Domestic team information
- 1869–1871: Cambridgeshire

Career statistics
| Competition | First-class |
| Matches | 2 |
| Runs scored | 19 |
| Batting average | 4.75 |
| 100s/50s | –/– |
| Top score | 12 |
| Balls bowled | 131 |
| Wickets | 5 |
| Bowling average | 12.00 |
| 5 wickets in innings | – |
| 10 wickets in match | – |
| Best bowling | 3/48 |
| Catches/stumpings | –/– |
- Source: Cricinfo, 28 March 2022

= Henry Mason (cricketer) =

English cricketer and police officer

Henry Mason (14 May 1840 — 14 October 1902) was an English first-class cricketer and police officer.

== Biography ==

The son of John Mason, a schoolteacher, he was born in Cambridgeshire at Waterbeach in May 1840.

Mason was a prominent figure in Cambridgeshire cricket and made two appearances for the county in first-class cricket, against Yorkshire at Hunslet in 1869, and Surrey at The Oval in 1871. He scored 19 runs in these matches, in addition to taking five wickets.

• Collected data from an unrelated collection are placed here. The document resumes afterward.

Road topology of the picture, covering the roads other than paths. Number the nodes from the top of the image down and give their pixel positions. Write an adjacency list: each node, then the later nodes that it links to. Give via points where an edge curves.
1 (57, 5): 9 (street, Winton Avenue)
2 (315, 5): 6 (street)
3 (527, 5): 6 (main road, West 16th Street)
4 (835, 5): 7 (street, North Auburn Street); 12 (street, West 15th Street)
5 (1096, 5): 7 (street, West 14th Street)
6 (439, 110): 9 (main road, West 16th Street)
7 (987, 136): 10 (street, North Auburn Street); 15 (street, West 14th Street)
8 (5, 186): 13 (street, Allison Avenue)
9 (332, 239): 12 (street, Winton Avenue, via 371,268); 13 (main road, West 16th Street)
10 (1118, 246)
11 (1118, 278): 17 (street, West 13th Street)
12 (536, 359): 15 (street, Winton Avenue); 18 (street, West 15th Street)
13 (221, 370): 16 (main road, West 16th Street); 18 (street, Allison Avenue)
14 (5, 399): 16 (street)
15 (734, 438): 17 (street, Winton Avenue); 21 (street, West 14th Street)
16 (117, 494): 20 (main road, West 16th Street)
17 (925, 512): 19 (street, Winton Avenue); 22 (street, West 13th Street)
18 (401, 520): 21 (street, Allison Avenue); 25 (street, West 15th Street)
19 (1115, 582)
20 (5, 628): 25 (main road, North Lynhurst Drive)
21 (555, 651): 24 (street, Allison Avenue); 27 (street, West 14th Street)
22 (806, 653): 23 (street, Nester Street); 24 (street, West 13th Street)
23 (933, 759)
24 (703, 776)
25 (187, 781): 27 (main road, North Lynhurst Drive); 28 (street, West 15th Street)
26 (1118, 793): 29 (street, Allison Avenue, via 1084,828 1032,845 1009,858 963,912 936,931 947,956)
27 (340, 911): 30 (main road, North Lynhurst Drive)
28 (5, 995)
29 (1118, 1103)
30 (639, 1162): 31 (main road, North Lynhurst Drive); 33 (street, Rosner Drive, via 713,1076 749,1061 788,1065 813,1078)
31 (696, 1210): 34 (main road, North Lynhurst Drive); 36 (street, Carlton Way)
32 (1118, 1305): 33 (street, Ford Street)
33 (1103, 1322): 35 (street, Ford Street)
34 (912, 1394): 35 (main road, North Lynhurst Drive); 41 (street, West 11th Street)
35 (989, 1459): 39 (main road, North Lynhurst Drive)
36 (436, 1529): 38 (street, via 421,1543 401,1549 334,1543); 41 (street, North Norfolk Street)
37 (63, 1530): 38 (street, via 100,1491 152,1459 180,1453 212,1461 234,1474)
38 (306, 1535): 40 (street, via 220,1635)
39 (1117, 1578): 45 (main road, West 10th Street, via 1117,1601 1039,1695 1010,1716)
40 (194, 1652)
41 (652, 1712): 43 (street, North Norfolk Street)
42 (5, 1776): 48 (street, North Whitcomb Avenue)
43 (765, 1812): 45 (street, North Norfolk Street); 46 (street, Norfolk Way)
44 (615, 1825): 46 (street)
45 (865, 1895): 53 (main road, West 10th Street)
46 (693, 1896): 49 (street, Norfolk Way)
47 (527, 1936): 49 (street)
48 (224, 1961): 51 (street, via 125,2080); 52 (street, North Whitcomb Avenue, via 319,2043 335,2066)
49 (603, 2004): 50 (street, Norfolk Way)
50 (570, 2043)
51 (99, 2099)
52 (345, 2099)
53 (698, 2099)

Mason was employed for over 30 years at Christ's College, Cambridge as a policeman in the Cambridge University Constabulary, colloquially known as 'bulldogs'. Mason died from pneumonia on 14 October 1902, which was determined by an inquest to have been caused by two factors. The first of these was attributed to Mason falling from a ladder while gathering plums in the college garden, which had caused a broken rib. The second was a subsequent fall in his bedroom, aggravating the injury and causing pneumonia.